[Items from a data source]
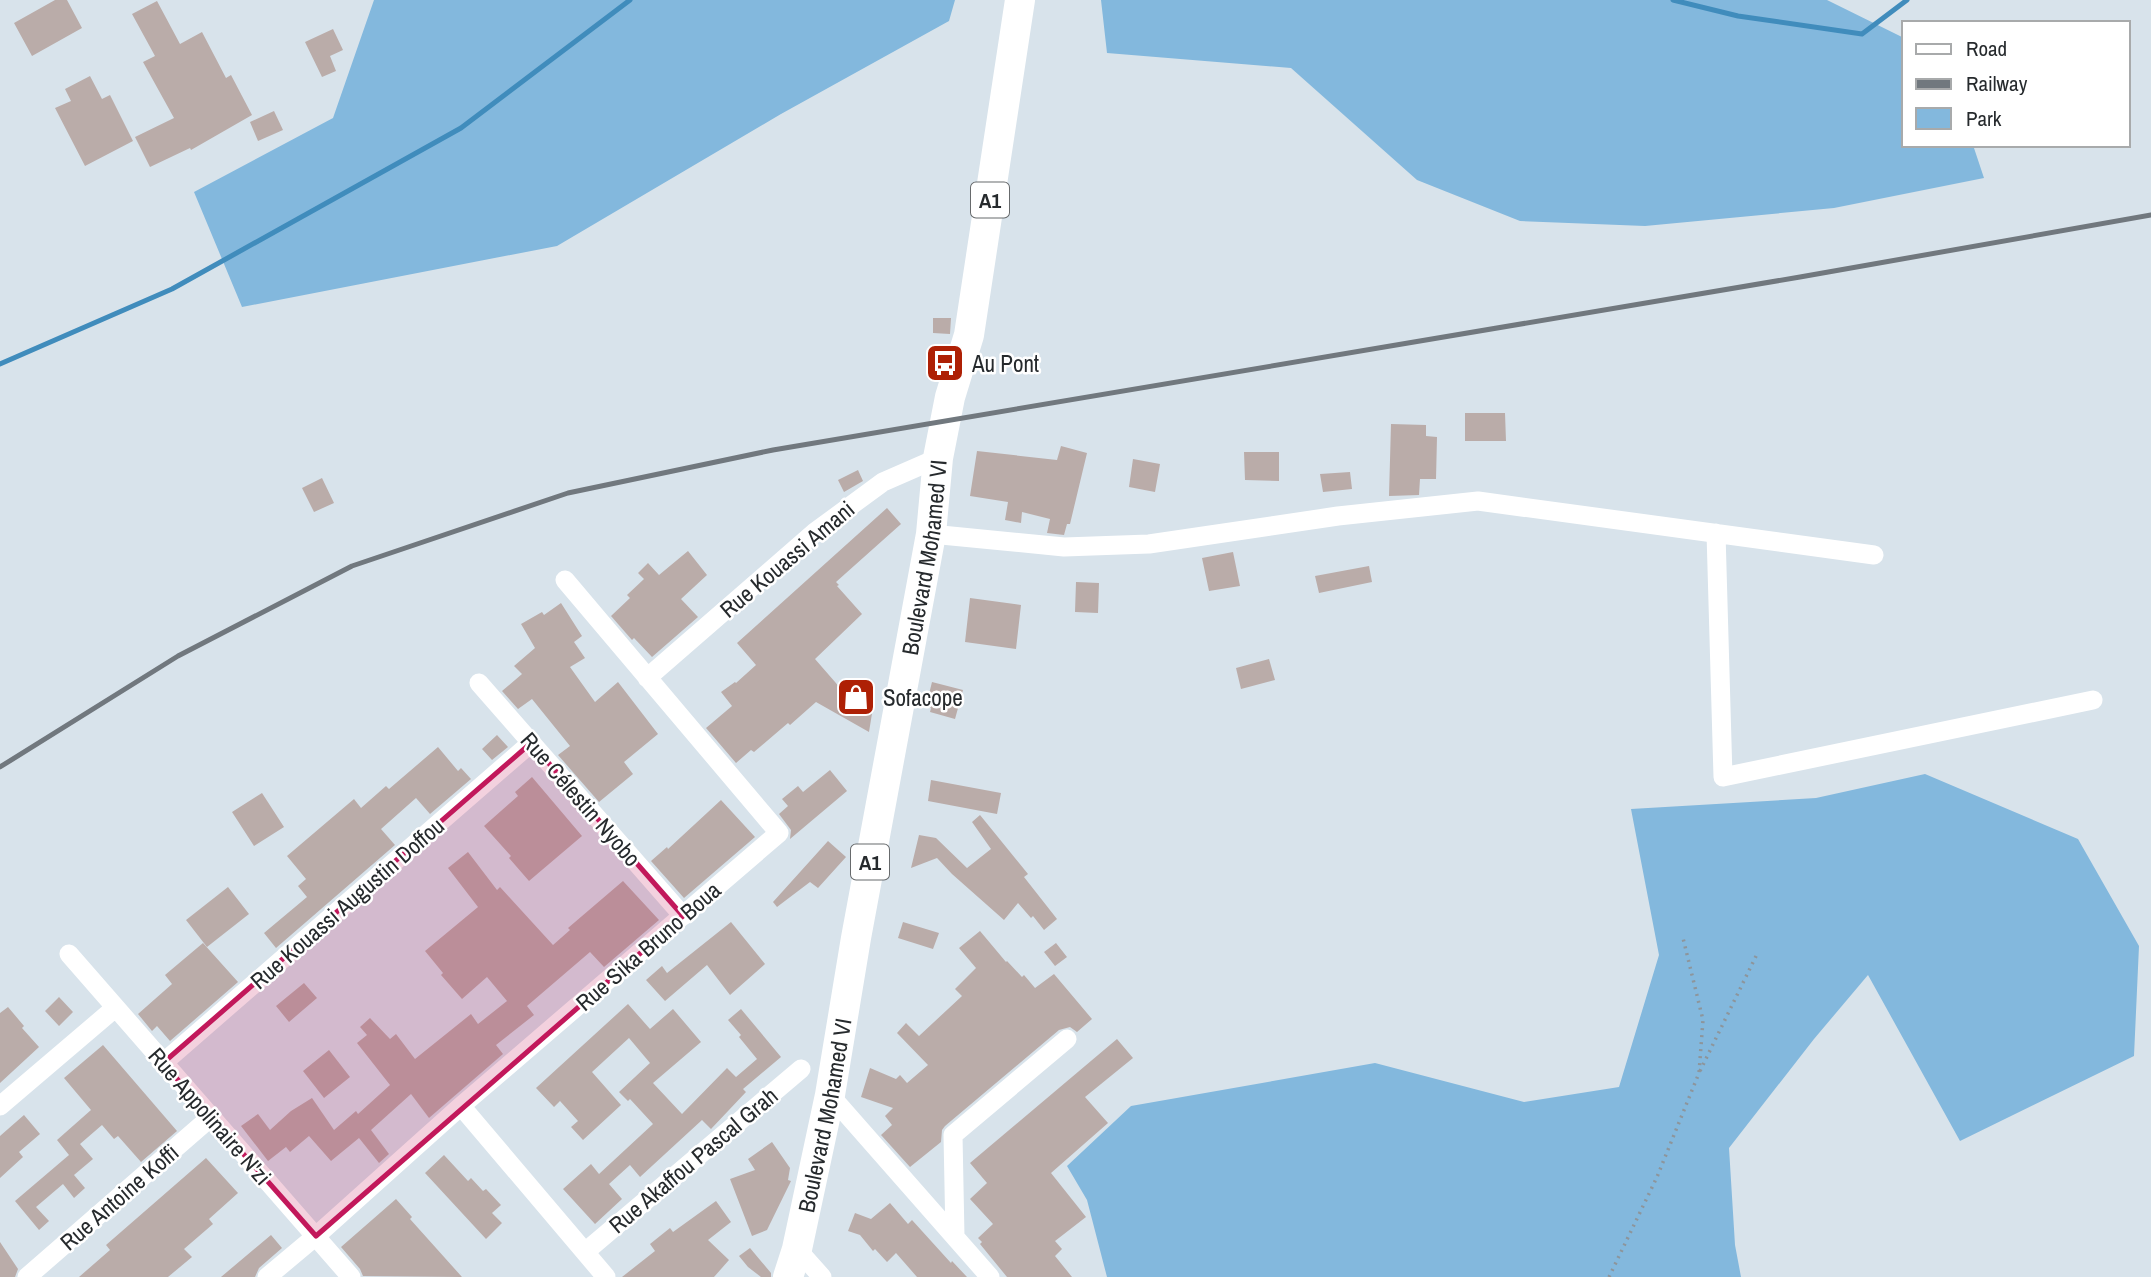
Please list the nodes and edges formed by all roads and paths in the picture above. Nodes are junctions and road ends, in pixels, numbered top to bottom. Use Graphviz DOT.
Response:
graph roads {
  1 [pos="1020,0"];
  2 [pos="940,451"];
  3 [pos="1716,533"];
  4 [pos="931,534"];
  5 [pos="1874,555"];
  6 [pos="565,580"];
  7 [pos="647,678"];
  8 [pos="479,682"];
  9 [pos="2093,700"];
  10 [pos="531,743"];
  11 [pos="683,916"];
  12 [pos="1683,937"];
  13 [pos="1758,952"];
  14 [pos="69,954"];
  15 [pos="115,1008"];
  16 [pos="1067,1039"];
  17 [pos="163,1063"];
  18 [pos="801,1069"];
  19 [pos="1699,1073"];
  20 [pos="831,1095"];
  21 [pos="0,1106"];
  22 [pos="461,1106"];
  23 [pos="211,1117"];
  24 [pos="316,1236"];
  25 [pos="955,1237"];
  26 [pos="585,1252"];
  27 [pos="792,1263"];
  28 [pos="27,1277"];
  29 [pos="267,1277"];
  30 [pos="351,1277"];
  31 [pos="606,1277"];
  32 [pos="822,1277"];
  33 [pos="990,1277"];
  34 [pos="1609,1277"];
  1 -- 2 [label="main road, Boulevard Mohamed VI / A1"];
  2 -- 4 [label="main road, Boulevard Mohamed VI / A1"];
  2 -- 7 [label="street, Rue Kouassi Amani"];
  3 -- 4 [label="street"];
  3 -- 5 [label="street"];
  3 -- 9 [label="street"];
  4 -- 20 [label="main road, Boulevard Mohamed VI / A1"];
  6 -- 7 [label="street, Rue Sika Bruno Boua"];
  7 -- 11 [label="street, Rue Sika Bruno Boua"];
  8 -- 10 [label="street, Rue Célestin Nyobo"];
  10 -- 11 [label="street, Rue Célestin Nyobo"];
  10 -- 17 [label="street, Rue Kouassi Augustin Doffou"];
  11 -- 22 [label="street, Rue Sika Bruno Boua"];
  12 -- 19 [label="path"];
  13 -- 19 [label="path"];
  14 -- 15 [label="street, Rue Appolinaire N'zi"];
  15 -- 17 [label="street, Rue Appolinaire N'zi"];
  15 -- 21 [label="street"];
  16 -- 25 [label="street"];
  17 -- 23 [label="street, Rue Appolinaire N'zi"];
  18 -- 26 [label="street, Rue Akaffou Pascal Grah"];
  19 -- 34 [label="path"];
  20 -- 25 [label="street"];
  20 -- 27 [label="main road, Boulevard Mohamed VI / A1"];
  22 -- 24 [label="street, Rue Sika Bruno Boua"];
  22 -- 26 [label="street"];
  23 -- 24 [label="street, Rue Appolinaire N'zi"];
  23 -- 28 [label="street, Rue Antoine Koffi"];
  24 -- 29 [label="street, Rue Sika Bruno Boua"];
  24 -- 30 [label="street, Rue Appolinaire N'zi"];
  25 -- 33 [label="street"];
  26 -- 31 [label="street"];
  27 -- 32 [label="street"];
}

### Task statement
Retype the data shown above exactly, excluding any picture it contains.

### Written response
Please list the nodes and edges formed by all roads and paths in the picture above. Nodes are junctions and road ends, in pixels, numbered top to bottom. Use Graphviz DOT.
Response:
graph roads {
  1 [pos="1020,0"];
  2 [pos="940,451"];
  3 [pos="1716,533"];
  4 [pos="931,534"];
  5 [pos="1874,555"];
  6 [pos="565,580"];
  7 [pos="647,678"];
  8 [pos="479,682"];
  9 [pos="2093,700"];
  10 [pos="531,743"];
  11 [pos="683,916"];
  12 [pos="1683,937"];
  13 [pos="1758,952"];
  14 [pos="69,954"];
  15 [pos="115,1008"];
  16 [pos="1067,1039"];
  17 [pos="163,1063"];
  18 [pos="801,1069"];
  19 [pos="1699,1073"];
  20 [pos="831,1095"];
  21 [pos="0,1106"];
  22 [pos="461,1106"];
  23 [pos="211,1117"];
  24 [pos="316,1236"];
  25 [pos="955,1237"];
  26 [pos="585,1252"];
  27 [pos="792,1263"];
  28 [pos="27,1277"];
  29 [pos="267,1277"];
  30 [pos="351,1277"];
  31 [pos="606,1277"];
  32 [pos="822,1277"];
  33 [pos="990,1277"];
  34 [pos="1609,1277"];
  1 -- 2 [label="main road, Boulevard Mohamed VI / A1"];
  2 -- 4 [label="main road, Boulevard Mohamed VI / A1"];
  2 -- 7 [label="street, Rue Kouassi Amani"];
  3 -- 4 [label="street"];
  3 -- 5 [label="street"];
  3 -- 9 [label="street"];
  4 -- 20 [label="main road, Boulevard Mohamed VI / A1"];
  6 -- 7 [label="street, Rue Sika Bruno Boua"];
  7 -- 11 [label="street, Rue Sika Bruno Boua"];
  8 -- 10 [label="street, Rue Célestin Nyobo"];
  10 -- 11 [label="street, Rue Célestin Nyobo"];
  10 -- 17 [label="street, Rue Kouassi Augustin Doffou"];
  11 -- 22 [label="street, Rue Sika Bruno Boua"];
  12 -- 19 [label="path"];
  13 -- 19 [label="path"];
  14 -- 15 [label="street, Rue Appolinaire N'zi"];
  15 -- 17 [label="street, Rue Appolinaire N'zi"];
  15 -- 21 [label="street"];
  16 -- 25 [label="street"];
  17 -- 23 [label="street, Rue Appolinaire N'zi"];
  18 -- 26 [label="street, Rue Akaffou Pascal Grah"];
  19 -- 34 [label="path"];
  20 -- 25 [label="street"];
  20 -- 27 [label="main road, Boulevard Mohamed VI / A1"];
  22 -- 24 [label="street, Rue Sika Bruno Boua"];
  22 -- 26 [label="street"];
  23 -- 24 [label="street, Rue Appolinaire N'zi"];
  23 -- 28 [label="street, Rue Antoine Koffi"];
  24 -- 29 [label="street, Rue Sika Bruno Boua"];
  24 -- 30 [label="street, Rue Appolinaire N'zi"];
  25 -- 33 [label="street"];
  26 -- 31 [label="street"];
  27 -- 32 [label="street"];
}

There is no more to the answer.